Rail transport took center-stage in Monday’s parliamentary session.
MPs approved a bill to allocate 1% of oil revenues to the rail sector as part of the sixth five-year development plan (2016-21), IRNA reported.
Passed by 180 representatives in favor, four against and two abstentions, the bill requires the government to use the fixed share of oil-driven financial sources to implement new rail projects and develop existing ones, including double-tracking, electrification and construction of high-speed railroads.
Despite a plunge in oil revenues, which account for the lion’s share of the government’s income, allocating a fixed share of petrodollars to the country’s underdeveloped rail industry shows the government’s firm determination for expanding the domestic rail sector.
The 1% share of oil revenues will be added to resources provided by foreign and domestic private investors.
Iran has a long list of ongoing rail projects, as the country seeks to increase revenues from transit by becoming a transportation hub in the region.
“I believe we should do away with the oil-dependent economy and turn to transit-driven economy,” deputy minister of roads and urban development, Kheirollah Khademi, was quoted as saying by ILNA on Sunday. “Transit can be a replacement for oil revenues.”
Regional Connectivity Projects
Iranian railroads are being extended to neighboring countries. A route to Azerbaijan will be inaugurated in three months while railroads to Iraq and Afghanistan are being built. These will follow a trilateral railroad inaugurated in 2015 connecting the railroads of Iran, Turkmenistan and Kazakhstan.
The connectivity projects are supposed to form corridors linking the free waters in southern Iran to the landlocked Central Asian states, Russia, Europe, China and the neighboring Middle Eastern countries.

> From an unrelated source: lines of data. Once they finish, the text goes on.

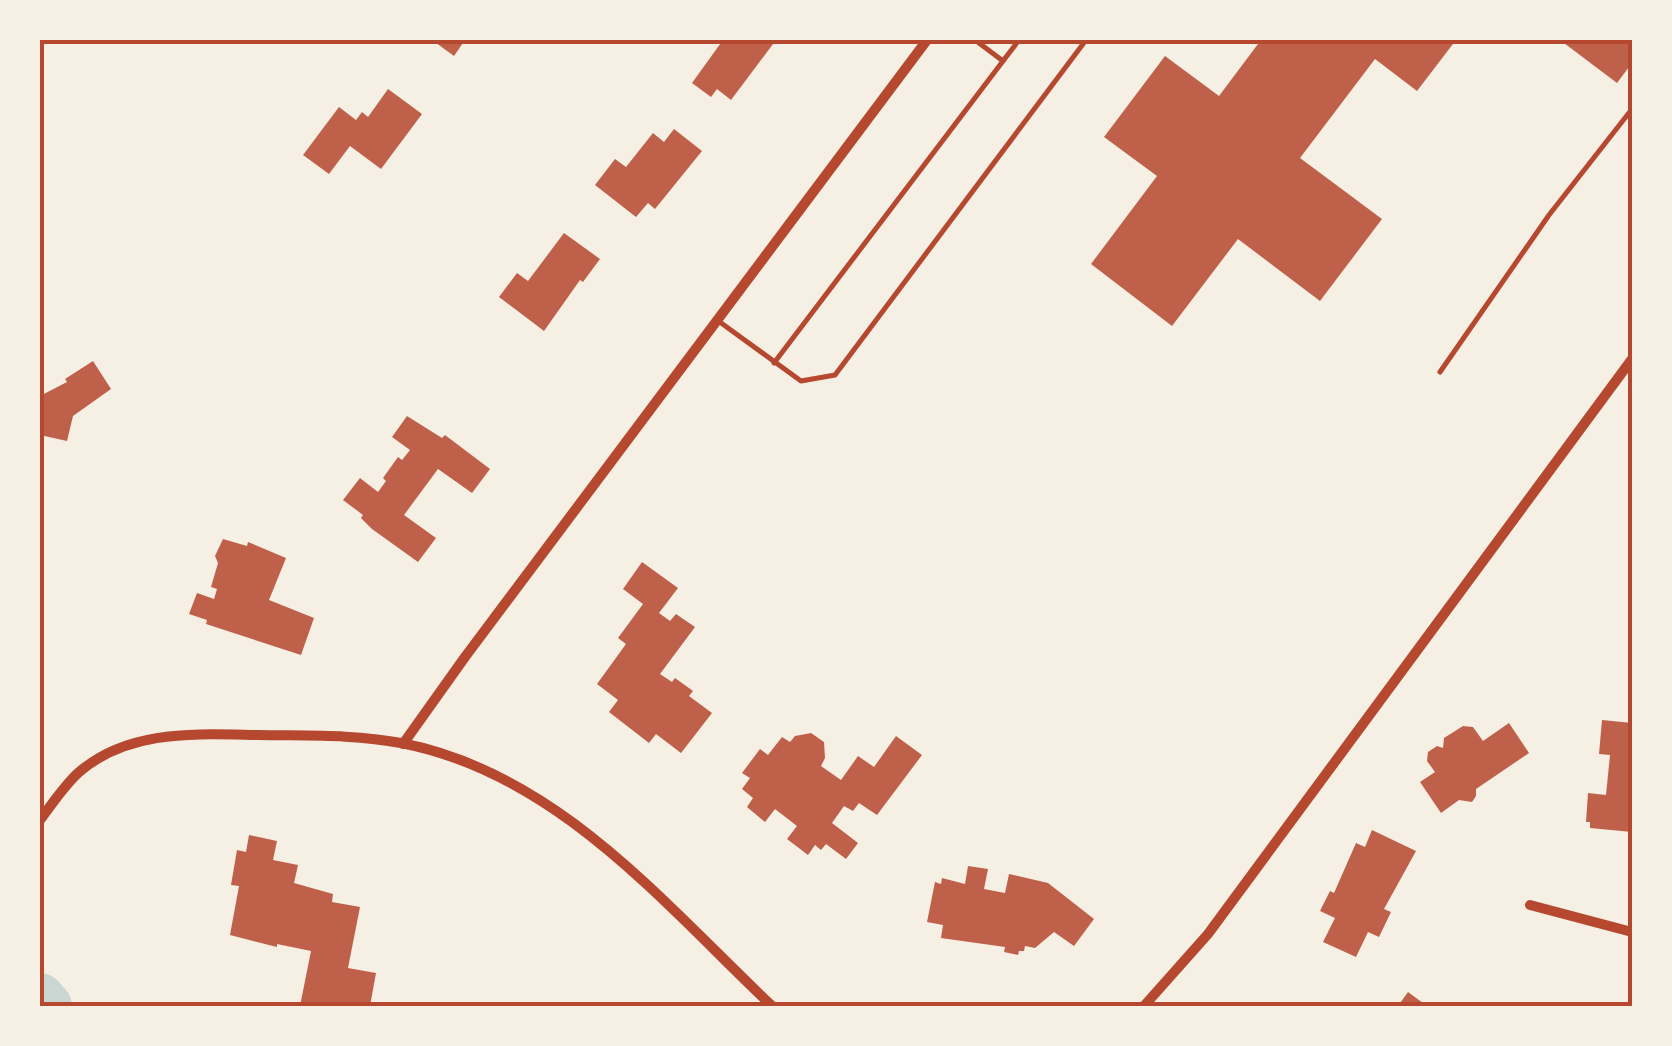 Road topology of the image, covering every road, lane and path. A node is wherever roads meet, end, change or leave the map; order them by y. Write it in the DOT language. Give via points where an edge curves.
graph roads {
  1 [pos="927,40"];
  2 [pos="975,40"];
  3 [pos="1019,40"];
  4 [pos="1086,40"];
  5 [pos="1003,61"];
  6 [pos="1632,109"];
  7 [pos="717,320"];
  8 [pos="1632,359"];
  9 [pos="774,363"];
  10 [pos="1440,372"];
  11 [pos="403,744"];
  12 [pos="40,820"];
  13 [pos="1530,905"];
  14 [pos="1632,932"];
  15 [pos="772,1006"];
  16 [pos="1144,1006"];
  1 -- 7 [label="street"];
  2 -- 5 [label="lane"];
  3 -- 5 [label="lane"];
  4 -- 9 [label="lane" via="835,375 801,381"];
  5 -- 9 [label="lane"];
  6 -- 10 [label="lane"];
  7 -- 9 [label="lane"];
  7 -- 11 [label="street"];
  8 -- 16 [label="street" via="1208,934"];
  11 -- 12 [label="street" via="350,736 190,734 141,740 76,774"];
  11 -- 15 [label="street" via="484,769 564,815"];
  13 -- 14 [label="street"];
}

Financial issues persist amid tight government budget as a result of fallen oil prices. Short in cash, several rail projects have made little progress in the past few years.
A route from Qazvin to Rasht in northern Iran with more than 90% progress is among the long-stranded projects. Its extension, from Rasht to Astara Port, close to Azerbaijan’s border, requires $500 million from Azerbaijan to complete a rail corridor that is part of a grand global transit project called International North-South Transport Corridor Project. It aims to connect India to Europe via Iran, Azerbaijan and Russia.
According to Khademi, Iran plans to add 1,000 kilometers of new railroads to its network in the near future. This indicates a significant rise in rail construction, compared to an average of 200 kilometers constructed annually over the past few years.
The parliament is currently discussing the Sixth Plan, based on which the existing railroads are to be electrified and double-tracked, and 1,500 km of new lines are to be constructed.
Based on the new parliamentary bill, the government is to increase the share of rail in cargo and passenger transportation to a minimum of 30% and 20% respectively by the end of the Sixth Plan.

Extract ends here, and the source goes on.